WORK ORDER | Reproduce all the entries exactly and keep the pictures out.

(Pose estimation data)

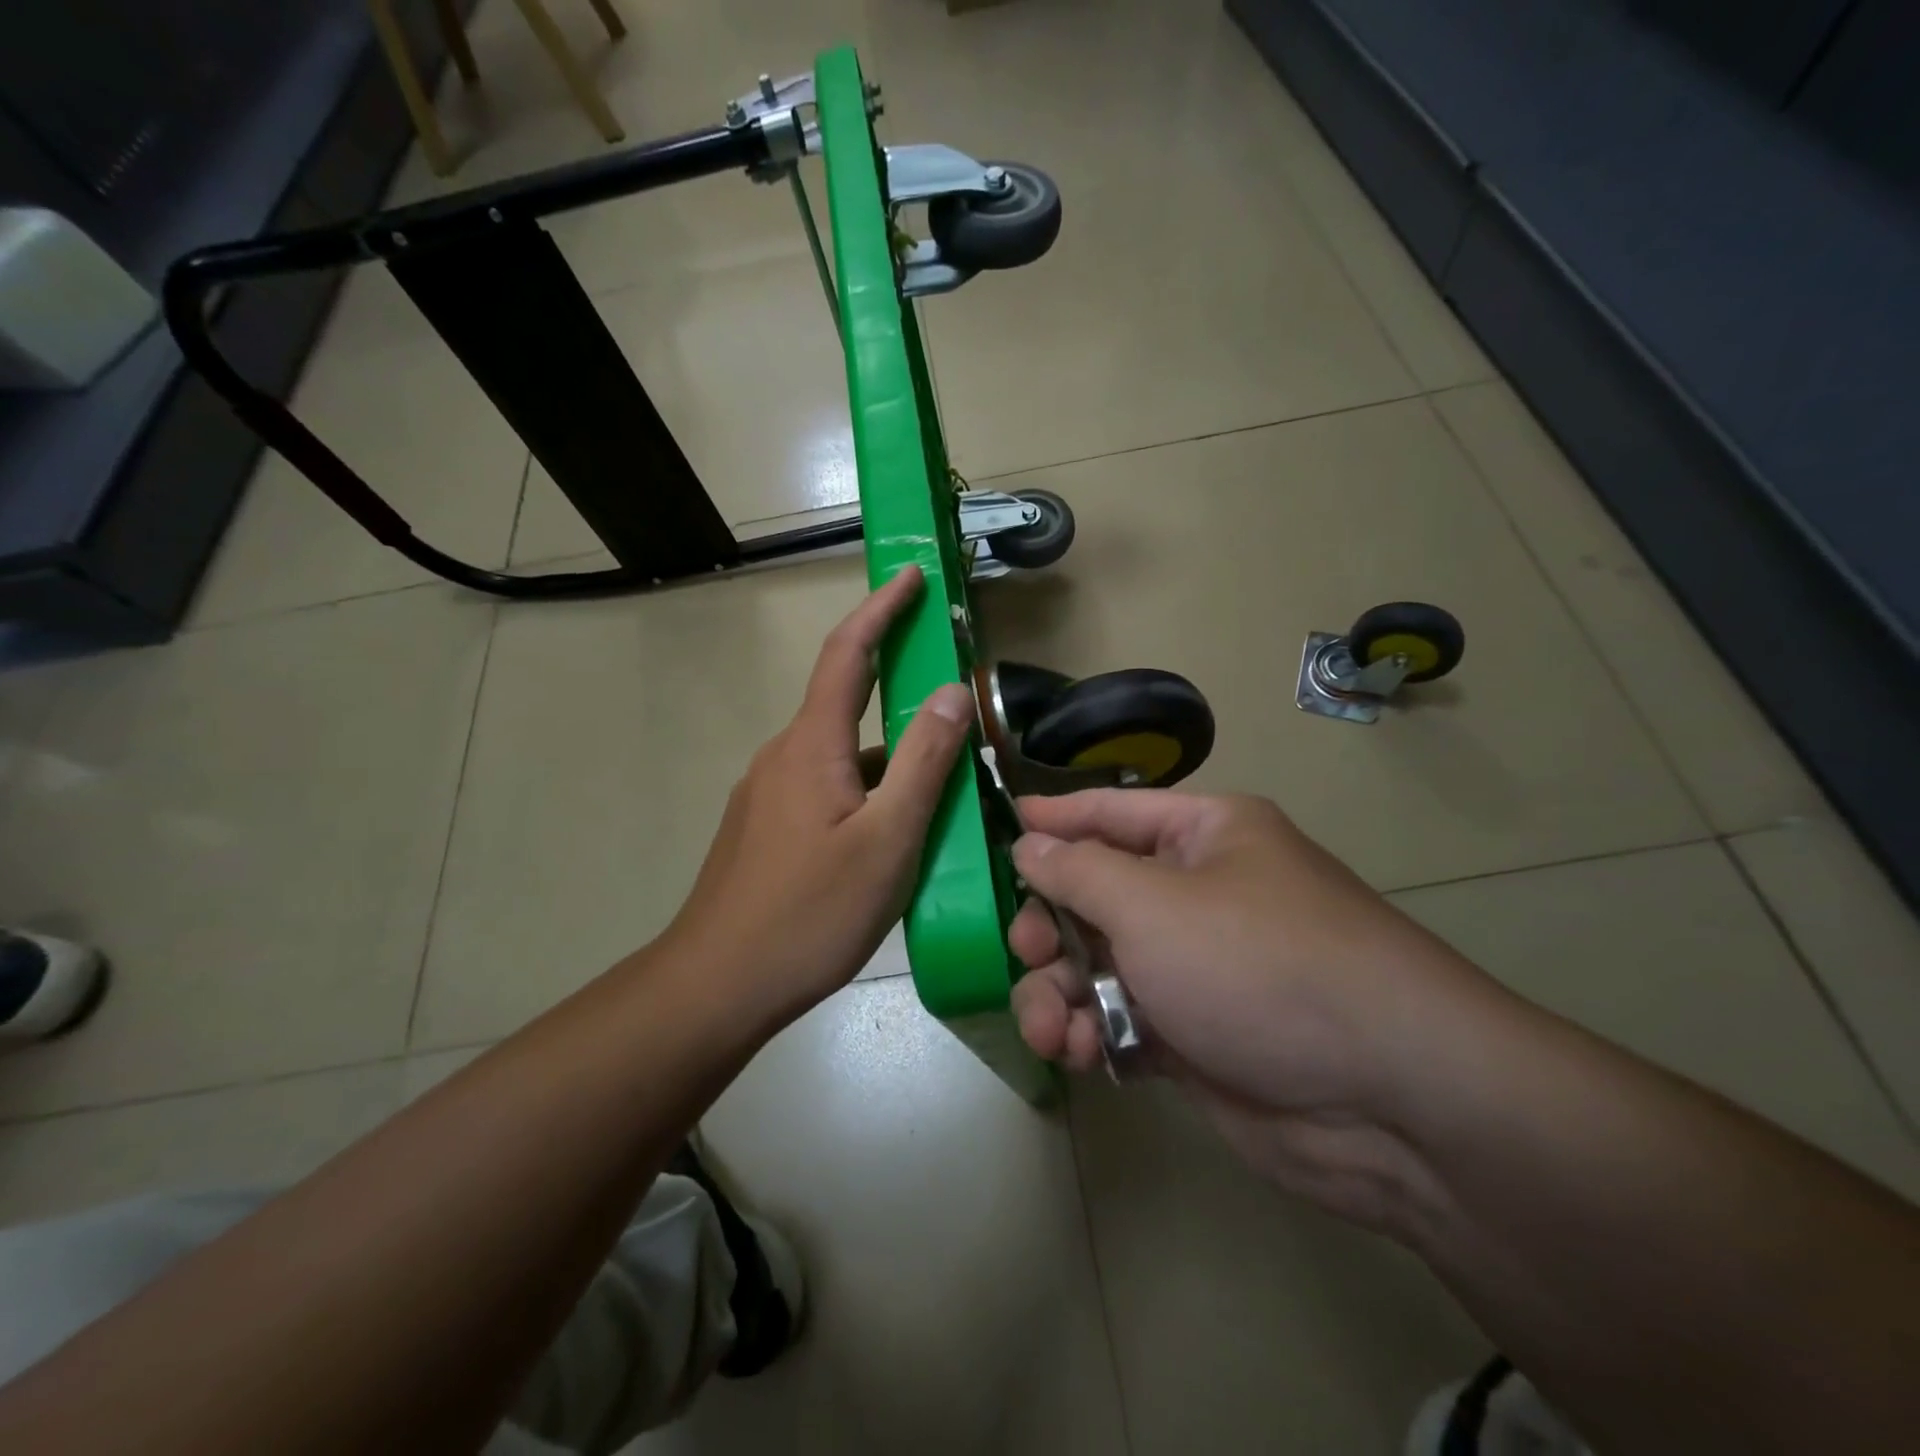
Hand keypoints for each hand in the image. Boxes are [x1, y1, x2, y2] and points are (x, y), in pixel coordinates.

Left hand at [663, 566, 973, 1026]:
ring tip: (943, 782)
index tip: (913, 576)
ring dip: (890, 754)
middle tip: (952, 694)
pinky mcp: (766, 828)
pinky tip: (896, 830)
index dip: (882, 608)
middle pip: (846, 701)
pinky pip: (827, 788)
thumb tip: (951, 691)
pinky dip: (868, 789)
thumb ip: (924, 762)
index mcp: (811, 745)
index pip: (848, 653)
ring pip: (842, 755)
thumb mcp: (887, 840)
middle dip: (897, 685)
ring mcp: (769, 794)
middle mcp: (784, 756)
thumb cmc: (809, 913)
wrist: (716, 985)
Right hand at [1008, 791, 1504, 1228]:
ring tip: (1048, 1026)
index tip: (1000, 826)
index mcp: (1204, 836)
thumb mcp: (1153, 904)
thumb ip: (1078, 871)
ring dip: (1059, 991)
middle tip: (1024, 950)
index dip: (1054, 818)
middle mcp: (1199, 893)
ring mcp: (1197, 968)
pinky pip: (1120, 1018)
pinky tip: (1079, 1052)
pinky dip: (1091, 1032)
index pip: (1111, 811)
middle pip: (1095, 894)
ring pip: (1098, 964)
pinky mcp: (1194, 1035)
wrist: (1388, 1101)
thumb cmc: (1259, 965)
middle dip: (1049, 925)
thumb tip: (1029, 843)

YOUR RESPONSE |
Hand keypoints for each hand in the image. Boxes are [x1, y1, x2, y2] and points are (x, y), in pixel coordinates.

Left hand at [663, 566, 973, 1026]:
ring tip: (943, 782)
index tip: (913, 576)
ring dip: (890, 754)
middle tip: (952, 694)
pinky mcp: (766, 828)
pinky tip: (896, 830)
index dip: (882, 608)
middle pip: (846, 701)
pinky pip: (827, 788)
thumb tip: (951, 691)
pinky dip: (868, 789)
thumb ip: (924, 762)
index mcp: (811, 745)
index pip: (848, 653)
ring pip: (842, 755)
thumb mcp: (887, 840)
middle dip: (897, 685)
ring mcp: (769, 794)
middle mcp: (784, 756)
thumb cmc: (809, 913)
wrist: (716, 985)
Right hand at [1008, 791, 1504, 1228]:
ring tip: (1048, 1026)
index tip: (1000, 826)
index mcp: (1204, 836)
thumb mcp: (1153, 904)
thumb ip: (1078, 871)
ring dip: (1059, 991)
middle tip: (1024, 950)
index dip: (1054, 818)
middle mcp: (1199, 893)
ring mcp: (1197, 968)
pinky pip: (1120, 1018)
pinky tip: (1079, 1052)
pinky dip: (1091, 1032)
index pip: (1111, 811)
middle pip: (1095, 894)
ring pip: (1098, 964)
pinky mcp: (1194, 1035)
wrist: (1388, 1101)
thumb cmc: (1259, 965)
middle dip: (1049, 925)
thumb tip: (1029, 843)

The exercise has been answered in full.